Participating KU researchers were Fola Agusto, KU assistant professor of ecology & evolutionary biology; Ted Harris, assistant research professor, Kansas Biological Survey; Terra Lubin, postdoctoral researcher in the Bever/Schultz Lab at the Bio Survey and KU; Susan Magnoli, postdoctoral researcher in the Bever/Schultz Lab at the Bio Survey and KU; Dana Peterson, assistant research professor, Kansas Biological Survey; Peggy Schultz; Ben Sikes, survey associate scientist and KU associate professor of ecology & evolutionary biology; and Maggie Wagner, survey assistant scientist and KU assistant professor of ecology & evolutionary biology. 

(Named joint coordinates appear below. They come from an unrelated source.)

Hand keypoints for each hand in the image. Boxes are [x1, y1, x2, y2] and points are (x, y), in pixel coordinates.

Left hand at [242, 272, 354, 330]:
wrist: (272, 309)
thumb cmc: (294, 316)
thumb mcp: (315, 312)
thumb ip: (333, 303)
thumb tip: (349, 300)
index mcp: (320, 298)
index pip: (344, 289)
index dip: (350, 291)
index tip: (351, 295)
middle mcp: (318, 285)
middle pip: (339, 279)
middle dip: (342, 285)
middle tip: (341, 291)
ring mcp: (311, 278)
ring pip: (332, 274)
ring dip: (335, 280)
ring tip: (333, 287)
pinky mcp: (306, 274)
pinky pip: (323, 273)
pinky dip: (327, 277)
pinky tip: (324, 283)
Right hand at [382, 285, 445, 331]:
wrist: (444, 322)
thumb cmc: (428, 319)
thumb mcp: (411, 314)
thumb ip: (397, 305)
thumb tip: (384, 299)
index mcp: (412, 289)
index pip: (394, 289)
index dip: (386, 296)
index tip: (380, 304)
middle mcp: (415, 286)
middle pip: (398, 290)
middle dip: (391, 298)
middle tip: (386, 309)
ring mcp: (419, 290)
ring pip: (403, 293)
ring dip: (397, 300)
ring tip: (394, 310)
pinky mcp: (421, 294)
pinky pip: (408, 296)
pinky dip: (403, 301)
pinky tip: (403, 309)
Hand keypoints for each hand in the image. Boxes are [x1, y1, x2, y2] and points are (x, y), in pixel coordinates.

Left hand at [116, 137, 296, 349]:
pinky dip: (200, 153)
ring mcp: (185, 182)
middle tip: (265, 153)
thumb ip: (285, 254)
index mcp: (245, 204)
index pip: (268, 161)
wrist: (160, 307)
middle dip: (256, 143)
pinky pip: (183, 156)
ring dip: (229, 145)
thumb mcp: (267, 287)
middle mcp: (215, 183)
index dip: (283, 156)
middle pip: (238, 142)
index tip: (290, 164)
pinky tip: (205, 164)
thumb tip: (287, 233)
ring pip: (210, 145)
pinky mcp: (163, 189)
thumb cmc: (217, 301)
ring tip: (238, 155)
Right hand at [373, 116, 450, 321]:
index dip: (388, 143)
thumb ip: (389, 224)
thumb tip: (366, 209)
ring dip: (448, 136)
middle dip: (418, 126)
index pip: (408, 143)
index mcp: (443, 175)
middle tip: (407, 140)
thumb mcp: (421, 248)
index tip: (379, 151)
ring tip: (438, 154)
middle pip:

The Summer Institute is part of an NSF EPSCoR project funded through a $20 million grant announced in 2017. The NSF project, “Microbiomes of Aquatic, Plant, and Soil Systems across Kansas (MAPS),” RII Track-1 Award OIA-1656006, is a collaboration among five Kansas universities. Matching support comes from the state of Kansas through the Kansas Board of Regents.

 

“NSF EPSCoR-funded studies this large include broader impact initiatives that bring immediate benefits each year in the form of education and community outreach, as with the Summer Institute,” said Rosemary Blum, outreach, education and diversity director for Kansas NSF EPSCoR at KU. “This MAPS grant includes seven education and outreach components, and the institute is just one of those programs.” 



The MAPS project’s principal investigator is Kristin Bowman-James, KU Distinguished Professor of Chemistry. Four other professors lead and supervise specific parts of the research: Jim Bever, senior scientist at the Biological Survey and Foundation Distinguished Professor of Ecology & Evolutionary Biology; Sharon Billings, senior scientist at the Biological Survey and Dean’s Professor of Ecology and Evolutionary Biology; and K-State professors Chuck Rice and Walter Dodds.

 

The Kansas Biological Survey, a KU research center, was established at KU in 1911. It houses a variety of environmental research labs and remote sensing/GIS programs in Takeru Higuchi Hall and the West District greenhouse. It also manages the 3,700-acre KU Field Station, a site for study in the sciences, arts and humanities.